Dr. Franklin Loffer: "The reality of it is in watching both of these gentlemen operate, neither one of them seems to be losing much blood in their cases. They look very similar in that respect. Now the remainder of our program, of course, consists of panels and debates plus papers that those who wish to participate can submit. Tell our audience a little bit of what that consists of."

Dr. Andrew Brill: "I believe this will be the third year that we'll be having this Pre-Congress course, and it is an honor and a profound opportunity for everyone who would attend. We have fresh cadaver specimens - they're not embalmed - that are provided with appropriate services to allow us to literally go through all of the fundamental anatomy in a stepwise fashion with participants with very close attention to teaching for a period of two days.

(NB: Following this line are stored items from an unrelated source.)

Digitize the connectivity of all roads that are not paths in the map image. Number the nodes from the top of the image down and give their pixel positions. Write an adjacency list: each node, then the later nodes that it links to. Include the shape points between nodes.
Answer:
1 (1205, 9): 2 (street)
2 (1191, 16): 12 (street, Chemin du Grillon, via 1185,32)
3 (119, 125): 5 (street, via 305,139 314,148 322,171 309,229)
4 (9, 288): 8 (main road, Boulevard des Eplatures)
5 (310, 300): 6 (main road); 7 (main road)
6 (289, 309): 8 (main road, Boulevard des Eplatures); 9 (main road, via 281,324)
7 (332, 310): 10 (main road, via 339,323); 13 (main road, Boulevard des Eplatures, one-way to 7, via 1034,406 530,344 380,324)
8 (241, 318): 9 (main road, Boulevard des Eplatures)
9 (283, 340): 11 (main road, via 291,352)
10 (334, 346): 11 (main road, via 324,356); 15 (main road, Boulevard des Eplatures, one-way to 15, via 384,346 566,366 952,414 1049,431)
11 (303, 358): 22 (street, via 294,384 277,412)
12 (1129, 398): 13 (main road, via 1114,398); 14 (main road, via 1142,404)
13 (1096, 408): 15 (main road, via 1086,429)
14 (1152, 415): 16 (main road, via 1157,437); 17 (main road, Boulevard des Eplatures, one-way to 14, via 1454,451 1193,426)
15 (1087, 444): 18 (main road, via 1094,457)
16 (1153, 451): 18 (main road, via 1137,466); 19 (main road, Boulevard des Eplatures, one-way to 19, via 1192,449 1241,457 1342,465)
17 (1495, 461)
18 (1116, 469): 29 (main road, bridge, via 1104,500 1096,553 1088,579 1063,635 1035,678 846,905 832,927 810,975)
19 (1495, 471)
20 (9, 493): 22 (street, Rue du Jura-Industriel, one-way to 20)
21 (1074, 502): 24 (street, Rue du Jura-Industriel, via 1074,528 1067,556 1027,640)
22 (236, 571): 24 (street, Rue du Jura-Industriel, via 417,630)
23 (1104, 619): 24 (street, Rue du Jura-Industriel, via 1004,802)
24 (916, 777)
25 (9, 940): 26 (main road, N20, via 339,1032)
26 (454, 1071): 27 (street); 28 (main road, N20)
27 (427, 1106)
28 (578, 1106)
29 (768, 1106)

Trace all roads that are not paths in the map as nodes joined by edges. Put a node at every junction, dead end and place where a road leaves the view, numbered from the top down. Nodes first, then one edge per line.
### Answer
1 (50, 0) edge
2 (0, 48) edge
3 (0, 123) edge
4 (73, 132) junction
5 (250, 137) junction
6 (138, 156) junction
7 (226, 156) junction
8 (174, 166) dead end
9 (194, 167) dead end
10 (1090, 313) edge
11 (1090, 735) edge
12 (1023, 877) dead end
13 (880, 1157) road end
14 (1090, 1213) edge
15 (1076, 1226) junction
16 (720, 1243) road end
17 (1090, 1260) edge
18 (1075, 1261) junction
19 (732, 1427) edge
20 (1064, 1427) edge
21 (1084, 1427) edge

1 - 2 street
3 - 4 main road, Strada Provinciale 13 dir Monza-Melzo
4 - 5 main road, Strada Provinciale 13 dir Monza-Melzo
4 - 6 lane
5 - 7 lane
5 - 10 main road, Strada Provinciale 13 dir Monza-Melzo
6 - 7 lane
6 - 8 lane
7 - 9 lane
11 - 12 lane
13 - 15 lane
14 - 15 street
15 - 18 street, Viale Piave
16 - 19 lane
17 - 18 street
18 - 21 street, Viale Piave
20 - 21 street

Attention is paid not just to fundamental anatomy and mobilizing fundamental anatomy but, secondly, the course is focused on training the physician to think and also perform pelvic reconstructive surgery, at least in the context of a Burch colposuspension, laparovaginal repair, and how to identify the uterosacral ligaments and utilize them to re-support the vaginal vault. This is done in conjunction with an organization that has been vital to this effort, which is IMET. All I can say is that it's been my honor to be part of this and, of course, we've all learned in the process. I can say that for myself, every time that I participated in these courses as a faculty member I have grown as a surgeon because I've been that much closer to fundamental anatomy."

Dr. Franklin Loffer: "C.Y., the anatomy course probably is a good entre to a live surgery. The cadaver courses should be a good entre to the live surgical program, what would you want to see the participants gain in the cadaver portion before they watch your live surgery?"

Dr. C.Y. Liu: "I think the cadaver course is really a compliment for the live surgery or live surgery is a compliment, again, for the cadaver course. The most important thing for the participant physician, of course, is to learn the anatomy and then pick up some of the surgical skill, especially laparoscopic suturing, that is very important. Andy mentioned that with the cadaver course we do teach a lot of pelvic support procedures like a paravaginal, Burch, vaginal wall suspension, these kind of things and those all require suturing. There is no such thing as an already made suture instrument to do it so it will be a very good opportunity to learn the anatomy, plus, how to use anatomy by suturing. I will be there only as an instructor and I always enjoy it, and every time, just like Andy said, I participate in a cadaver course I always learn something. I'm pretty sure you will learn something too."

Dr. Franklin Loffer: "We certainly look forward to having you there with us."